▶ [Try it]:
Only the number is wanted: state how many lines of the data below contain the word "image".

"""

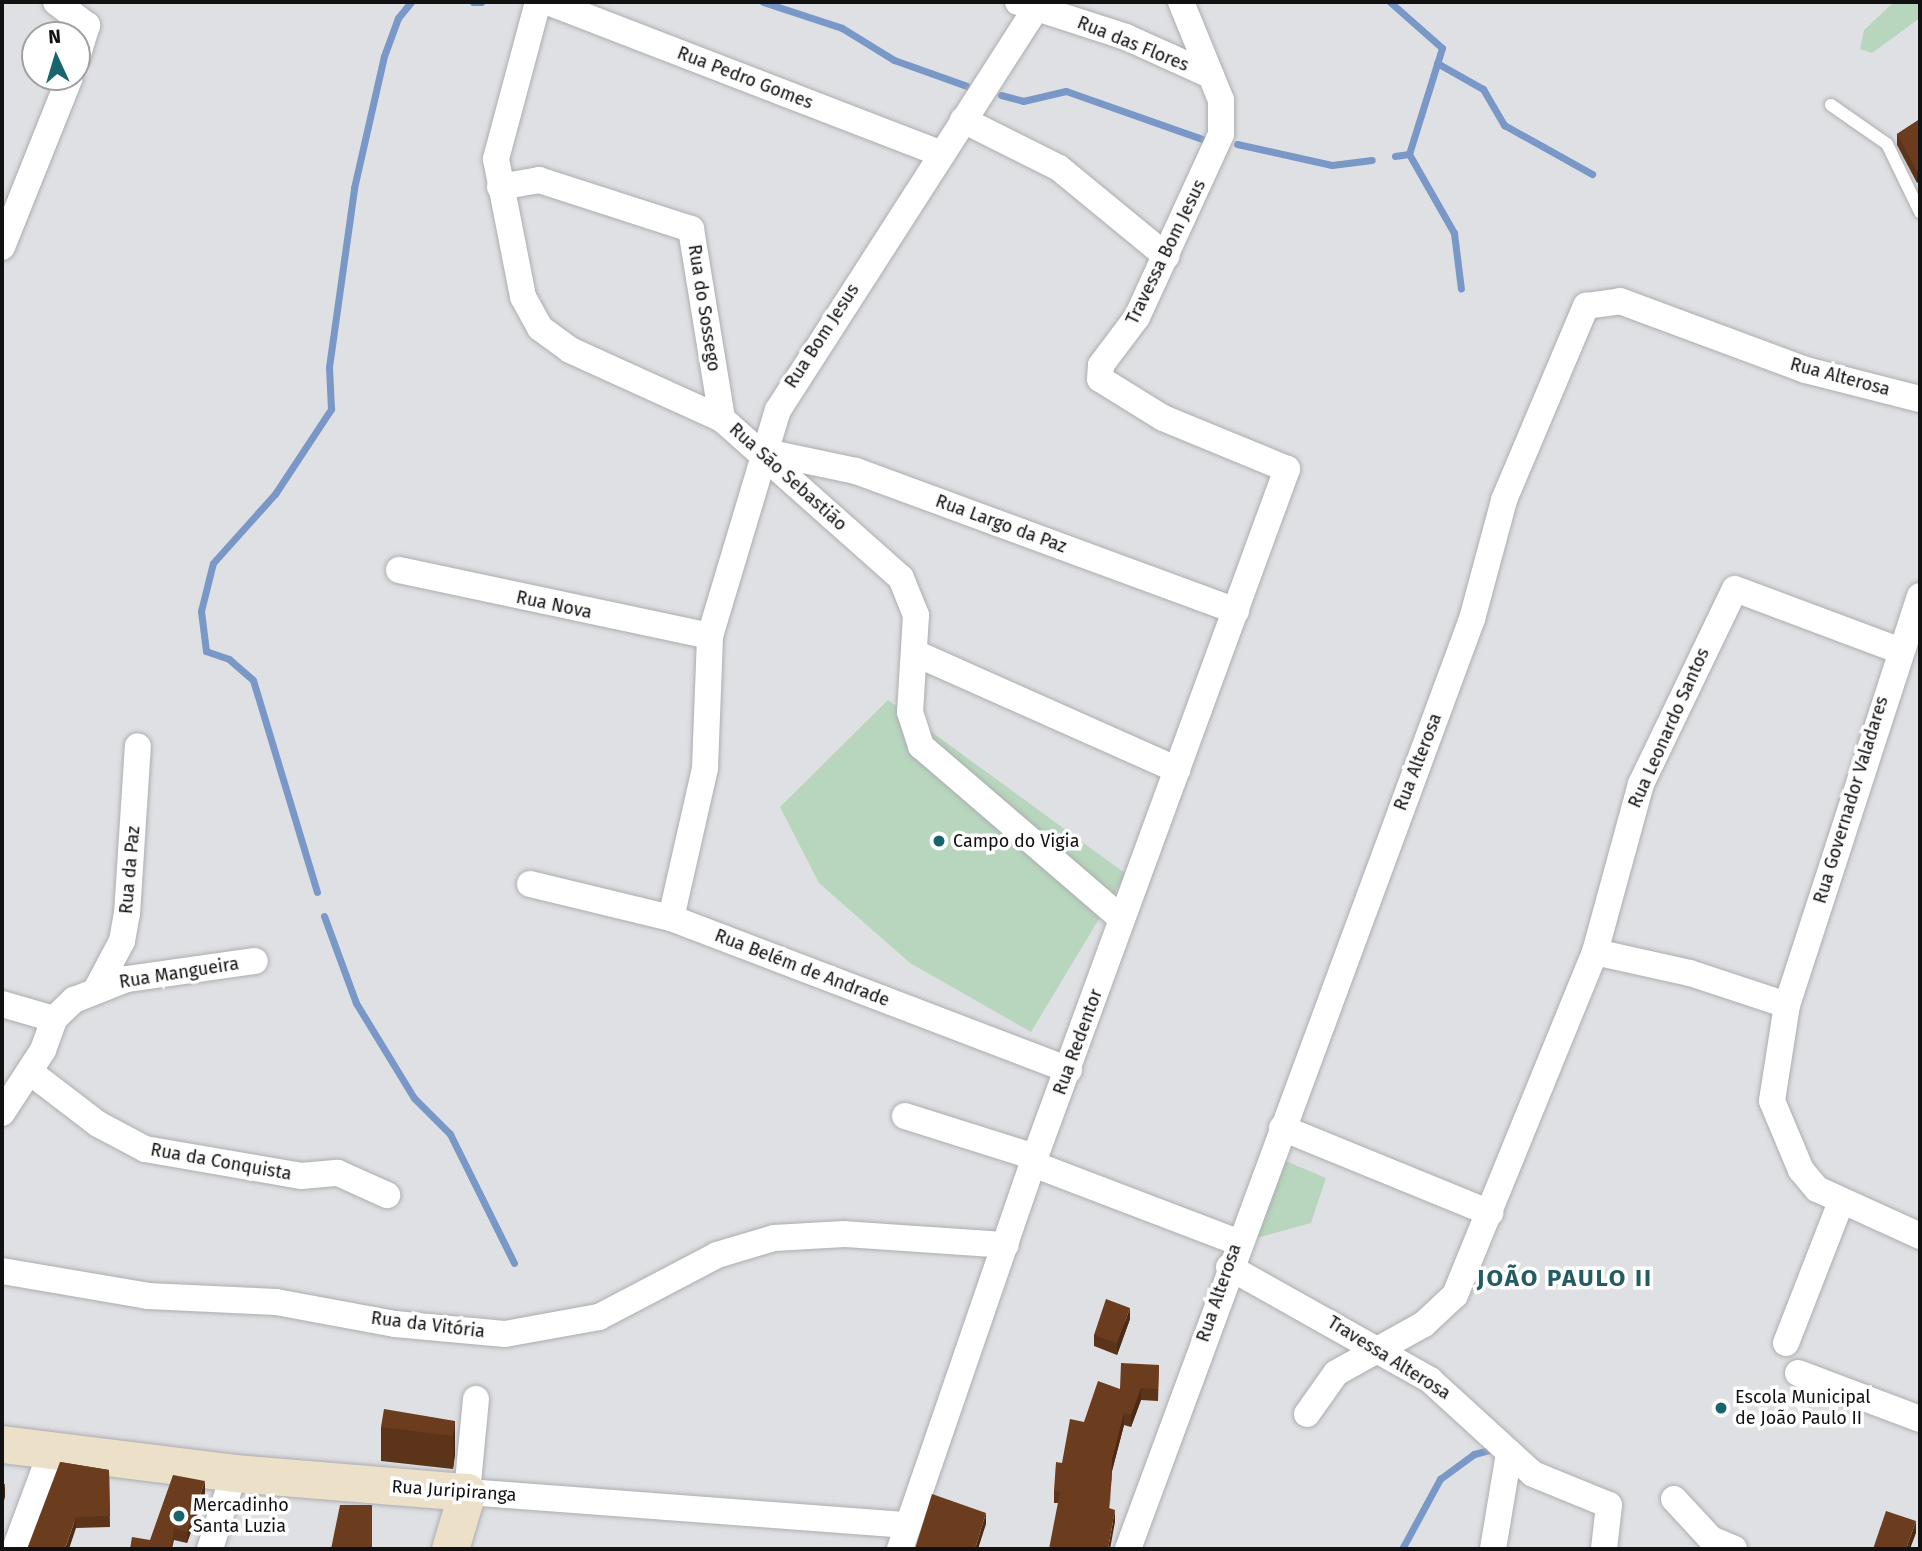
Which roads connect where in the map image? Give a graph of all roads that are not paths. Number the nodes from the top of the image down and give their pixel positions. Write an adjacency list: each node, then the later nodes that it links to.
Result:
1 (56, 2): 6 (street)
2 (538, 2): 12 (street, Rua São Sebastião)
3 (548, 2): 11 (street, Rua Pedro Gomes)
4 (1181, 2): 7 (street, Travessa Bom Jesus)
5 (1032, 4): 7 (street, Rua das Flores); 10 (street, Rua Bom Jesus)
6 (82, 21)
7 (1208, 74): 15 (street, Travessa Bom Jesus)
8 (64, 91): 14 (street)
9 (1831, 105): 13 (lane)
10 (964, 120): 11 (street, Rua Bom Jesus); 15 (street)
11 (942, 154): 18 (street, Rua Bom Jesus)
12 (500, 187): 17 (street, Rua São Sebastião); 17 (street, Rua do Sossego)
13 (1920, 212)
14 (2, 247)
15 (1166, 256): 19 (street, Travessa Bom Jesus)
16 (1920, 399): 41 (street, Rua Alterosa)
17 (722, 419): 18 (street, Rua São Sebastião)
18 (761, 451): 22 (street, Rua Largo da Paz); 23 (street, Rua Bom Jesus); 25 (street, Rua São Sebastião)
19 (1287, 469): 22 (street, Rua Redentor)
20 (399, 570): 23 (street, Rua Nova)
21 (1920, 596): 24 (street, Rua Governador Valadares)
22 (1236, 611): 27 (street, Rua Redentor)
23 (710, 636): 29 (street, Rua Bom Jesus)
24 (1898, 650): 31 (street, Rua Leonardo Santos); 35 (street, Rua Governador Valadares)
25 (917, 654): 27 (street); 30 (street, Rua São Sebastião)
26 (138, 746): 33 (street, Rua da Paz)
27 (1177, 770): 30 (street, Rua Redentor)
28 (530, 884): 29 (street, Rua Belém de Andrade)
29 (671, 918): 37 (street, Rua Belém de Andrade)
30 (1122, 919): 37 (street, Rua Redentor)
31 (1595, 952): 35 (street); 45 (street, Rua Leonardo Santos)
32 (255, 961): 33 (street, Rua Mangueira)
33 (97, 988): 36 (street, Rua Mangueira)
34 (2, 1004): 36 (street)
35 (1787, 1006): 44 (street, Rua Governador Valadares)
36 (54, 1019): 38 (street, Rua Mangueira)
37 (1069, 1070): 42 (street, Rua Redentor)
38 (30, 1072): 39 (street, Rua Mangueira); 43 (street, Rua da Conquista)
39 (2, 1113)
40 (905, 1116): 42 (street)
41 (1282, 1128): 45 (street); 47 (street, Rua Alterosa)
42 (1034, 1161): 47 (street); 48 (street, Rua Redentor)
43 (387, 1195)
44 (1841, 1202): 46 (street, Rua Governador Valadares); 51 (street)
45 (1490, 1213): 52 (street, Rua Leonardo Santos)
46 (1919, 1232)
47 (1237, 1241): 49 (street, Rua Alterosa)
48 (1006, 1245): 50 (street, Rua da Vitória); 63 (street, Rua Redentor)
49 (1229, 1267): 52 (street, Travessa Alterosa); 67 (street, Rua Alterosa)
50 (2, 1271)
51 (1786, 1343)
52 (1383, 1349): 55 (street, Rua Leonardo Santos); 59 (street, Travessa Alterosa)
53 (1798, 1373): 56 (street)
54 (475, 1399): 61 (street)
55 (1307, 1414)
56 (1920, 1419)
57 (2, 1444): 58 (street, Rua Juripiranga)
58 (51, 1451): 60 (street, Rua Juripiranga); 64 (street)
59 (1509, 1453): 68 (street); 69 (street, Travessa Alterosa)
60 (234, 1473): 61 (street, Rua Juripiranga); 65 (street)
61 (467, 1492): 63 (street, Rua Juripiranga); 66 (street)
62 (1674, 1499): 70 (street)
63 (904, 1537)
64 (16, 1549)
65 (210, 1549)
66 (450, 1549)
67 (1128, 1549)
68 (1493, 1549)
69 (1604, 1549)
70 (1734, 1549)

"""
"""

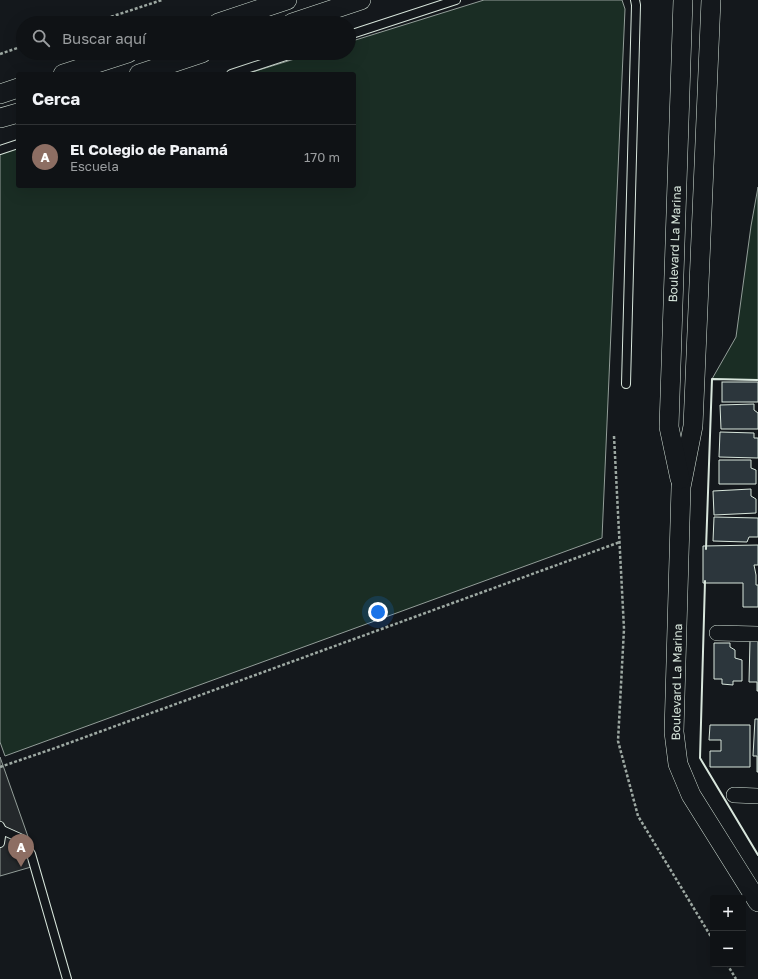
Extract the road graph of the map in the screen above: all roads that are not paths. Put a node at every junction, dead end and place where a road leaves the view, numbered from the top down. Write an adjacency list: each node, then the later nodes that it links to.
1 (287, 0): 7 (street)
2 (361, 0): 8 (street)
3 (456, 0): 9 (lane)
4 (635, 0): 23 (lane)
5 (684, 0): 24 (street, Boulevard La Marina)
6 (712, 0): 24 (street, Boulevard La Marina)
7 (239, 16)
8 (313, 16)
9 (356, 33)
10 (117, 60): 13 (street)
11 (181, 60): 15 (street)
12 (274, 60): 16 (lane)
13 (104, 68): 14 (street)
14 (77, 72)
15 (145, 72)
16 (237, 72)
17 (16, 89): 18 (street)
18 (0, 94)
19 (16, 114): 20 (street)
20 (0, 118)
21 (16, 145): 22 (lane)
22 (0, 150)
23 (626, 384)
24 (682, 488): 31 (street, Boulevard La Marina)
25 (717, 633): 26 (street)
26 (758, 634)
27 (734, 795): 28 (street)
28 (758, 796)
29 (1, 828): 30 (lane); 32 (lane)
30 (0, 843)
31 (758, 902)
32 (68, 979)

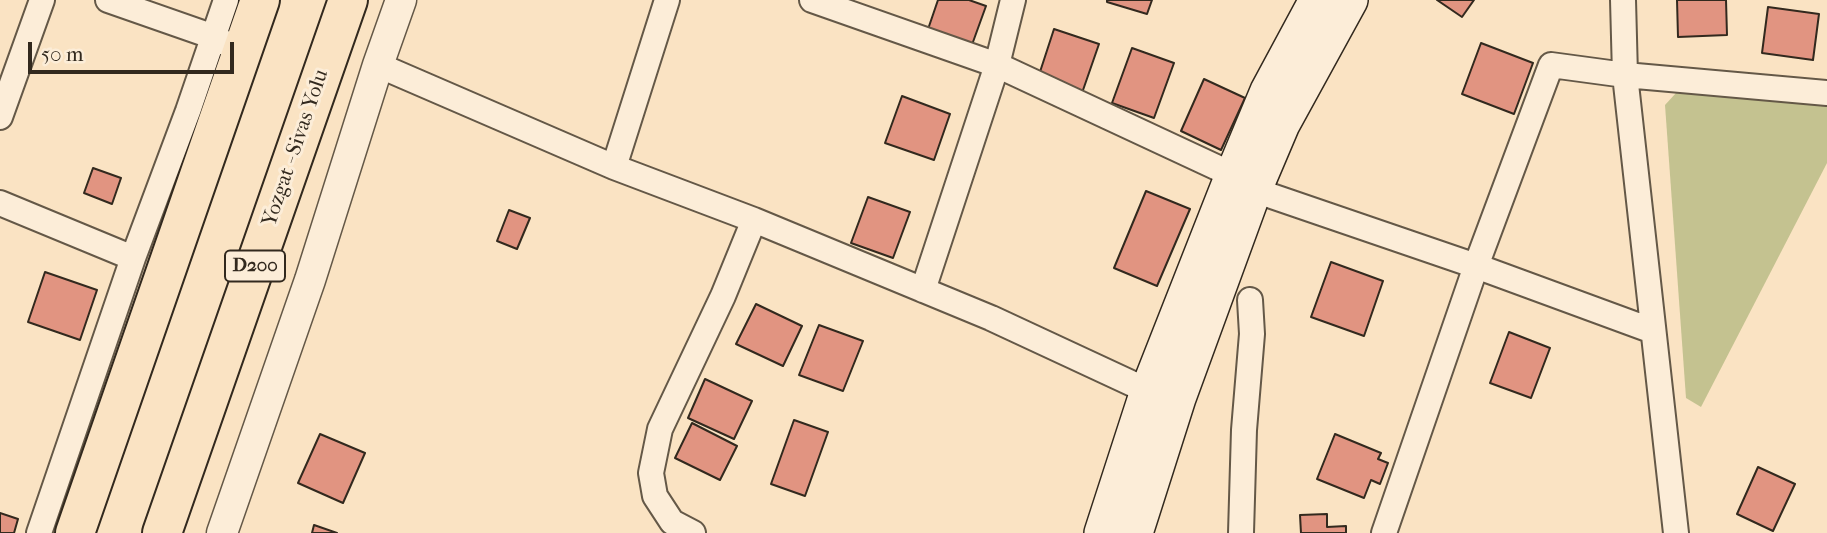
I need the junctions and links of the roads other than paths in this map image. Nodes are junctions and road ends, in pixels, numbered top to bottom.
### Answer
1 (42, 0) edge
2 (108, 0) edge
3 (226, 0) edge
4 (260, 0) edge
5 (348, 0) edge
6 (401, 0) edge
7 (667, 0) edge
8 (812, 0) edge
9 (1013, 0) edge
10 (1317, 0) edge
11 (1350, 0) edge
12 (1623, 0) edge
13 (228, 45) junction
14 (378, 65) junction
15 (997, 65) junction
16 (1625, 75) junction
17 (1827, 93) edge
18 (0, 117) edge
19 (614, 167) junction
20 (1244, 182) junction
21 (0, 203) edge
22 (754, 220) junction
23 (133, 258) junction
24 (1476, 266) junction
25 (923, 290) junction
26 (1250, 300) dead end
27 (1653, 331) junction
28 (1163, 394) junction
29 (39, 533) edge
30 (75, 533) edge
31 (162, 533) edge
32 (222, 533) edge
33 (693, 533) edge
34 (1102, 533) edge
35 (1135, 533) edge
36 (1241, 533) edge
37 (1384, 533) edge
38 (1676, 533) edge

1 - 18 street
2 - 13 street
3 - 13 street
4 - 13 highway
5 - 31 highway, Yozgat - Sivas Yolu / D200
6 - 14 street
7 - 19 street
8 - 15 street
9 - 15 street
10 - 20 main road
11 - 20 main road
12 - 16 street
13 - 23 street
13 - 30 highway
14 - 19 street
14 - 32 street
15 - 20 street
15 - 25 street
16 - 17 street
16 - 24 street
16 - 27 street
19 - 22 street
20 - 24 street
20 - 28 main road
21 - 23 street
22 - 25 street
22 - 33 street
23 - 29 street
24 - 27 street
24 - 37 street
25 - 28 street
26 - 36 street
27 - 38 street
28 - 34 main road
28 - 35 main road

"""

▶ [Response]:
2